No primeiro instante, desesperado, pensei em comprá-la, repovoando-a com um
Piano e uma mobília pelo menos parecida com a nossa. Mas depois, amargurado,
concluí que seria inútil. Tal recuperação somente seria eficaz se, com o Piano, voltasse
um certo fim de tarde em que eu, deitado no chão, embaixo do sofá da sala da frente,
olhava minha Mãe: ela, de olhos fechados e com a cabeça recostada ao espaldar da
cadeira, ouvia meu irmão mais velho, Mauro, ao Piano, tocando uma Música triste e
bela, na qual o tema mais pungente era entremeado aqui e ali por uma escala que,
começando grave, ia quase até as notas mais agudas do teclado.
Quem a compusera? Quem juntara aquelas notas que me comoviam tanto?
Agora, que Mauro se matou, jamais o saberei.
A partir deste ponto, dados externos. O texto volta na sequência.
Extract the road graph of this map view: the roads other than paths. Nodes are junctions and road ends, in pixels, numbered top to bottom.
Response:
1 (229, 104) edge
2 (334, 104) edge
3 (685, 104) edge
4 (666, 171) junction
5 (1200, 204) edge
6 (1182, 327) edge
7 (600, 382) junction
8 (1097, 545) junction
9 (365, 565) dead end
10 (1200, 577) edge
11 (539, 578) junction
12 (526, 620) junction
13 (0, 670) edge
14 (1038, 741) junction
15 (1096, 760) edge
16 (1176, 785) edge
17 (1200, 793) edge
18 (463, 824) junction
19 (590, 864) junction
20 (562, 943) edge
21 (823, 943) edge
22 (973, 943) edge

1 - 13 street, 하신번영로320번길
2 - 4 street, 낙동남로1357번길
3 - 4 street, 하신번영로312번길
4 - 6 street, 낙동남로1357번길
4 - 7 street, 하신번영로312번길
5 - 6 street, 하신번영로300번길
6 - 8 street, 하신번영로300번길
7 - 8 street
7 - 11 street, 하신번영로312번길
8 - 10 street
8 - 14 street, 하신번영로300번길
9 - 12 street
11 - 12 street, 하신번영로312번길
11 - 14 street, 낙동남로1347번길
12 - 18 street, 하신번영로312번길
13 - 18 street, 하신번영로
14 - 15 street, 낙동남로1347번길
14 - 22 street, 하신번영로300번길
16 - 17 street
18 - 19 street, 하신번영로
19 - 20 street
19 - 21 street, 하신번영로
O que sei, e posso garantir, é
que, ali deitado, eu experimentava uma sensação indizível de felicidade, uma plenitude
tal que, neste instante, somente por recordá-la, as lágrimas me chegam aos olhos.
Vendo, então, que era impossível recuperar a Casa, foi ali que se implantou em
mim o sonho de reconstruí-la por meio destas Cartas e do Simpósio Quaterna – com
seus Vitrais, sua Música, o claro-escuro do Palco – enfim, com aquele ambiente-de-
encantação através do qual eu tentaria recuperar “meus dias para sempre
destroçados”. E, ao lado disso, arranjaria um jeito de, no Espetáculo, protestar contra
a sorte de todos aqueles que eram relegados (pela injustiça, pela maldade, pela
indiferença) para debaixo de todas as pontes do Mundo.
Dom Pantero do Espírito Santo, Imperador.